--- WORK TO BE COMPLETED ---
Scan the listing that follows and report how many lines contain "ring". Write the number alone.

%%

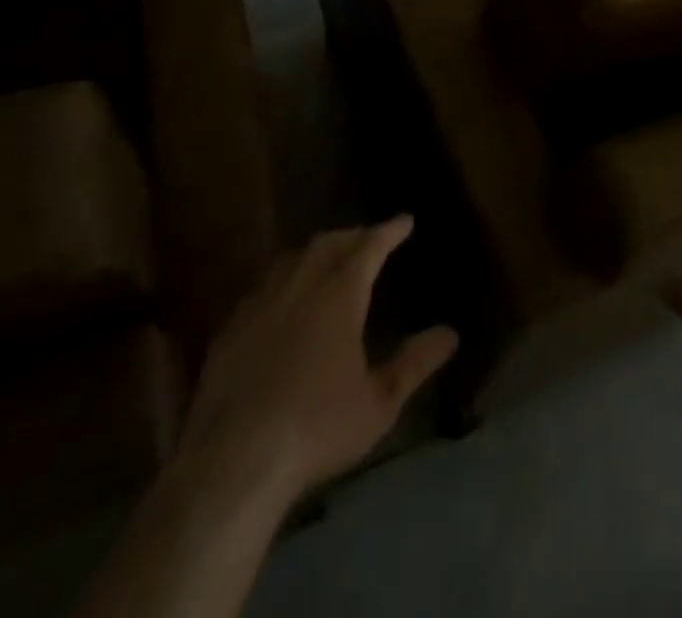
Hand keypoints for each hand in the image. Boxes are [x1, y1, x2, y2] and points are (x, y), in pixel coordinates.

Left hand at [175, 216, 457, 503]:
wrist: (234, 461)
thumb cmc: (317, 428)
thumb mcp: (379, 402)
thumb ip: (414, 363)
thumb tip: (450, 333)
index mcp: (339, 295)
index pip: (369, 247)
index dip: (389, 230)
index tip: (405, 220)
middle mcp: (300, 286)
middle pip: (328, 244)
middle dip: (353, 235)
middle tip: (369, 239)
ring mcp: (260, 304)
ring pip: (292, 259)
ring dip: (316, 252)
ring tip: (329, 259)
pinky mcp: (230, 329)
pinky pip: (262, 286)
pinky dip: (283, 279)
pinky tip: (282, 299)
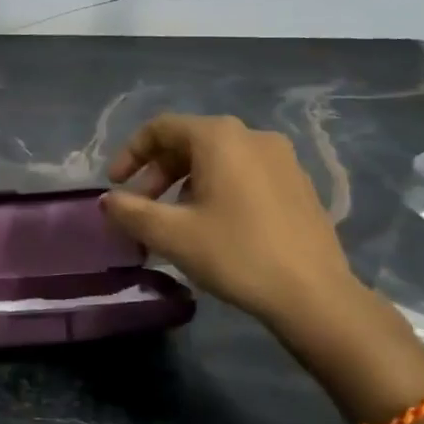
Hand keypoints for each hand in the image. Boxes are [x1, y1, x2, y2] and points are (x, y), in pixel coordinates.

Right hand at [101, 113, 377, 336]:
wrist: (315, 295)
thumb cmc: (236, 254)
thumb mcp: (171, 234)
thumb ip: (131, 211)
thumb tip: (108, 200)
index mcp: (220, 137)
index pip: (161, 128)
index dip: (130, 153)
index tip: (115, 184)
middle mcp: (252, 136)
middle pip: (190, 142)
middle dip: (158, 172)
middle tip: (141, 207)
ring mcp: (282, 158)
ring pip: (218, 159)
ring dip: (185, 183)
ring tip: (175, 220)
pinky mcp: (299, 184)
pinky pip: (245, 173)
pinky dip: (217, 188)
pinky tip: (214, 225)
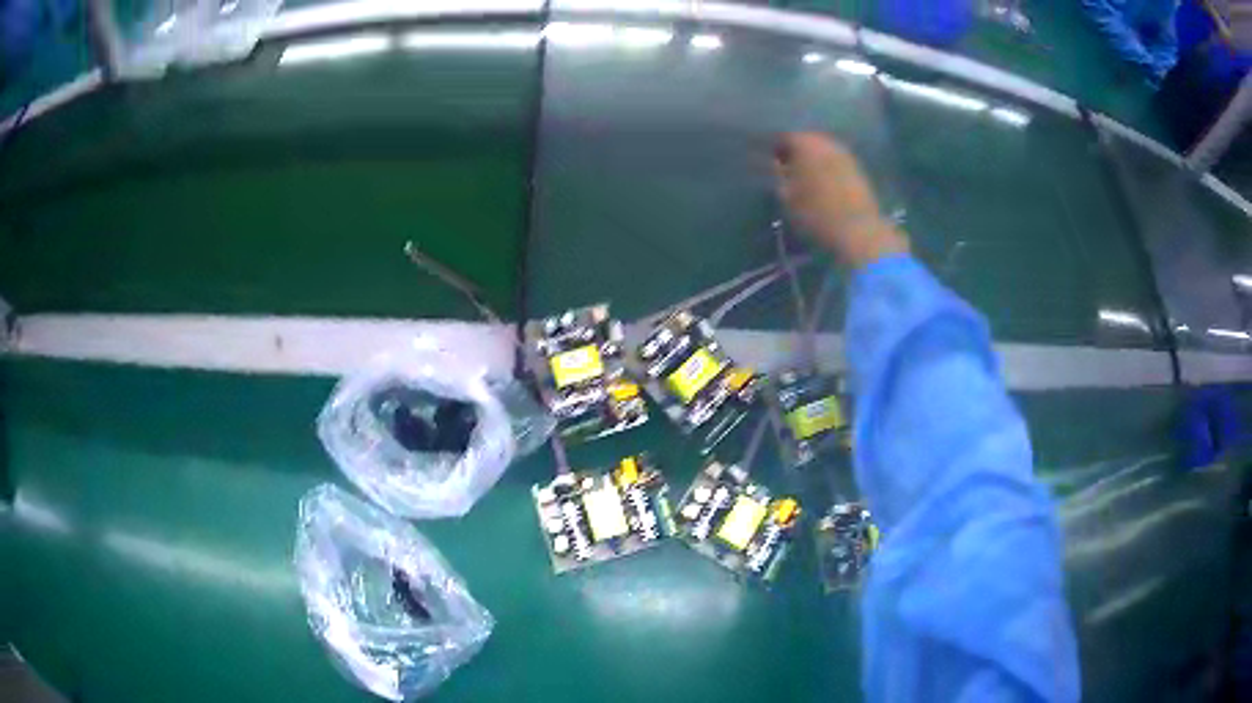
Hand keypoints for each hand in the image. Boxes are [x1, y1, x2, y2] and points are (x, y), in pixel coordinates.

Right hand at [774, 132, 907, 267]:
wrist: (859, 230)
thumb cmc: (816, 213)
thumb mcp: (787, 197)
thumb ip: (778, 175)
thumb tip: (775, 163)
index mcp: (805, 143)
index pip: (784, 137)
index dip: (775, 150)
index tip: (771, 164)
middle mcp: (826, 142)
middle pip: (806, 140)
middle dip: (796, 153)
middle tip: (787, 170)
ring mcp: (845, 154)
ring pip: (823, 151)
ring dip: (813, 161)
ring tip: (806, 179)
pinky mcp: (858, 169)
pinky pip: (836, 162)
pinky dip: (828, 169)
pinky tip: (824, 184)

%%

--- REPLY TO THE TASK ---
12